From   Leonardo Jaime Gonzalez Allende <[email protected]>
To   "[email protected]" <[email protected]>
Subject   RE: st: Quintiles
Date   Thu, 9 Aug 2012 14:49:57 -0400

Thank you Austion,
It is useful to shorten my programming (I didn't find any command to do that directly).  

Maarten, 
I had in mind pweight.

The point raised for you was exactly about what we were concerned. If we cut the weight factor of the sample to obtaining 5 groups of exactly same size, and as you correctly says, "respondents tend to round their answers", we face the problem of having households with the same income in different quintiles. 

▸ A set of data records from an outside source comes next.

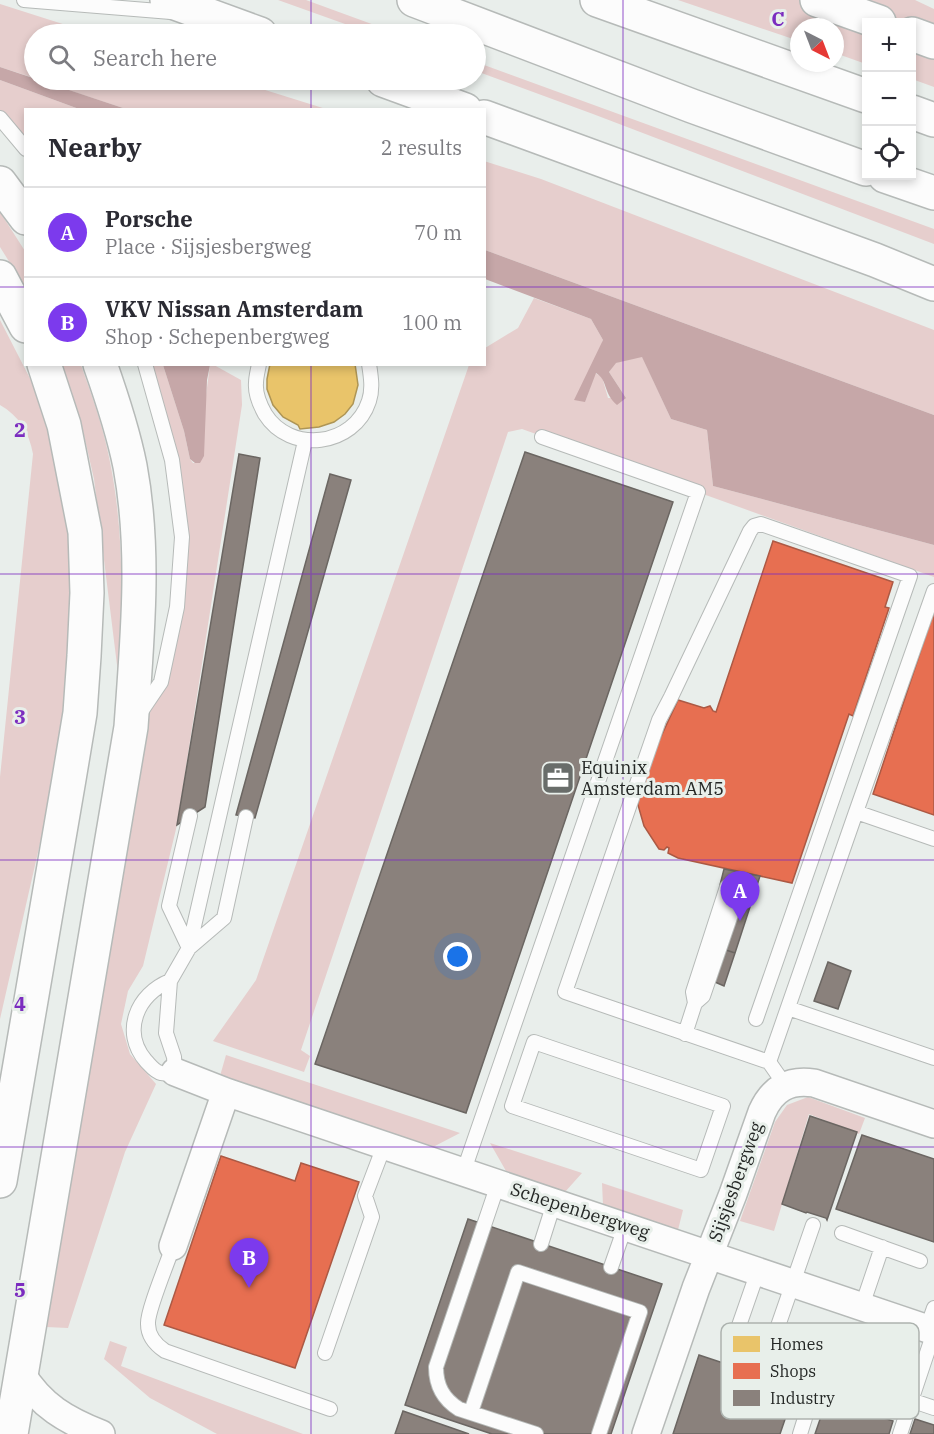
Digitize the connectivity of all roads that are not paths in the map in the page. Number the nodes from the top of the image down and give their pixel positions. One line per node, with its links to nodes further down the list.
1 (24, 0): 6 (lane)
2 (167, 0): 6 (highway)
3 (414, 0): 9 (highway)
4 (597, 0): 14 (highway)
5 (817, 0): 7 (highway)
6 (207, 15): 8 (highway)
7 (868, 18)
8 (232, 24)
9 (477, 24)
10 (486, 27): 21 (highway)
11 (916, 35): 12 (highway)
12 (934, 42)
13 (410, 90): 15 (highway)
14 (862, 94)
15 (460, 108)
16 (916, 113): 19 (highway)
17 (0, 118): 20 (lane)
18 (486, 118): 27 (highway)
19 (934, 120)
20 (24, 147)
21 (862, 167)
22 (897, 180): 24 (highway)
23 (0, 183): 25 (highway)
24 (934, 193)
25 (24, 215)
26 (0, 277): 28 (highway)
27 (934, 284)
28 (24, 322)
29 (45, 366): 57 (highway)
30 (101, 366): 37 (highway)
31 (146, 366): 37 (lane)
32 (259, 366): 35 (lane)
33 (369, 366): 35 (lane)
34 (542, 437): 56 (lane)
35 (305, 441): 43 (lane)
36 (934, 591): 38 (lane)
37 (130, 727): 77 (highway)
38 (856, 812): 41 (lane); 45 (lane)
39 (190, 816): 43 (lane)
40 (246, 817): 43 (lane)
41 (934, 839)
42 (733, 889): 47 (lane)
43 (189, 948): 44 (lane)
44 (170, 981): 50 (lane); 50 (lane)
45 (788, 1008): 48 (lane); 49 (lane)
46 (756, 1019): 47 (lane)
47 (686, 1034): 49 (lane)
48 (934, 1058)
49 (769, 1062): 51 (lane)
50 (175, 1072): 52 (street, Schepenbergweg)
51 (785, 1085): 54 (street); 66 (street, Sijsjesbergweg)
52 (226, 1092): 55 (street, Schepenbergweg); 64 (street)
53 (723, 1106): 53 (lane)
54 (934, 1124)
55 (384, 1146): 56 (street, Schepenbergweg); 75 (lane)
56 (463, 1173): 58 (street, Schepenbergweg)
57 (0, 1181)
58 (498, 1184): 59 (street, Schepenbergweg); 81 (lane)
59 (554, 1203): 61 (street, Schepenbergweg); 63 (lane)
60 (813, 1225): 70 (lane)
61 (626, 1227): 66 (street, Schepenbergweg); 68 (lane)
62 (842, 1233): 65 (lane)
63 (541, 1244)
64 (173, 1246): 80 (lane)
65 (882, 1247): 67 (lane); 71 (lane)
66 (710, 1254): 69 (street, Schepenbergweg); 88 (street, Sijsjesbergweg)
67 (920, 1261)
68 (610, 1267)
69 (758, 1271): 70 (street, Schepenbergweg); 72 (lane)
70 (793, 1283): 71 (street, Schepenbergweg); 73 (lane)
71 (862, 1306): 74 (street, Schepenbergweg)
72 (740, 1323)
73 (779, 1323)
74 (932, 1325): 76 (lane)
75 (325, 1353)
76 (919, 1371)
77 (21, 1373): 84 (highway); 85 (street)
78 (919, 1403): 79 (lane)
79 (934, 1408)
80 (330, 1409)
81 (471, 1412): 86 (lane); 87 (lane)
82 (805, 1419): 89 (lane)
83 (905, 1419): 90 (lane)
84 (11, 1434)
85 (101, 1434)
86 (536, 1434)
87 (599, 1434)
88 (646, 1434)
89 (800, 1434)
90 (900, 1434)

Using xtitle command we avoid the situation of having people with the same income in the same quintil, but at the same time we have to accept slights differences in the number of population of each quintil.

Thank you for your comments. 

Leonardo

-----Mensaje original-----
De: [email protected] [mailto:[email protected]] En nombre de Austin Nichols
Enviado el: Jueves, 09 de Agosto de 2012 14:00
Para: [email protected]
Asunto: Re: st: Quintiles

Leonardo Jaime Gonzalez Allende <[email protected]>:
Try this example out:

sysuse auto, clear
keep price weight
ren price y
sort y
g s=sum(weight)
g c=(s)/(s[_N])
g qbreak=0
g w2=.
qui foreach l in 20 40 60 80 {
 replace qbreak=1 if c>=`l'/100 & c[_n-1]<`l'/100
 replace w2=s-(`l'/100*s[_N]) if c>=`l'/100 & c[_n-1]<`l'/100
 }
g w1=weight-w2
g id=_n
expand 2 if w2<.
g wt=weight
bys id: replace wt=w1 if _n==1 & w1<.
by id: replace wt=w2 if _n==2
g sum=sum(wt)
g cum=sum/sum[_N]
l if qb==1


On Wed, Aug 8, 2012 at 3:44 PM, Leonardo Jaime Gonzalez Allende
<[email protected]> wrote:
> Yes, Maarten, you are right, sorry for writing you directly.
>
> I don't was planning to cut a person or household in many parts. The question was about a possible adjustment to the weight factor, if the observation of the sample is the cut point of the quintile.
>
> If I sort the households of a sample by their incomes, a household "x" could represents 300 households but the accumulated frequency of the population is e.g. 20,02%.
>
> My question was if there is an efficient way (command) to repeat the observation and adjust weight factor as follow:
>
> the same household "xa" now represents 280 households and now the accumulated frequency of the population is e.g. 20% (exactly) (leaving to the first quintile).
>
> the same household "xb" (the other part) represents 20 households accumulating a frequency of 20,02% of the population (changing to the second quintile this part).
>
> Regards,
>
> Leonardo
>
> -----Mensaje original-----
> De: Maarten Buis [mailto:[email protected]]
> Enviado el: Miércoles, 08 de Agosto de 2012 12:41
> Para: [email protected]
> Asunto: Re: st: Quintiles
>
> --- Leonardo Jaime Gonzalez Allende asked:
>>>> I'm trying to divide a sample of households (expanded)
>>>> into quintiles using the xtile command. I want to create
>>>> 5 groups with the exactly same quantity of population,
>>>> but using the xtitle command, the quantity of households
>>>> in each quintil is very slightly different to 20% when the
>>>> number of observations isn't exactly dividable by 5.
>>>> Do you know any command to divide the population
>>>> (sample expanded) into 5 groups of exactly same weight?
>
> --- I answered:
>>> That is logically impossible.
>
> -- Leonardo Jaime Gonzalez Allende wrote me privately:
>> sorry for write you directly, but I like to know, why is
>> logically impossible separate the population (by
>> incomes) in 5 groups of the same weith?
>
> Don't sent such follow-up questions privately. If you find my answer
> puzzling, than chances are that someone else who is following this
> discussion finds that too. This is explained in the Statalist FAQ.
>
> Think of it this way: How can you divide 6 persons in 5 equally sized
> groups? You could assign one person to each group, and than you are
> left with one person. If you could split the remaining 1 person up
> into 5 1/5th persons, than we could create 5 equally sized groups.
> However, that is impossible (or rather bloody, if we take that too
> literally). So given the inherently discrete nature of the number of
> observations you cannot divide your data up into 5 groups of exactly
> the same size if the number of observations in not dividable by 5.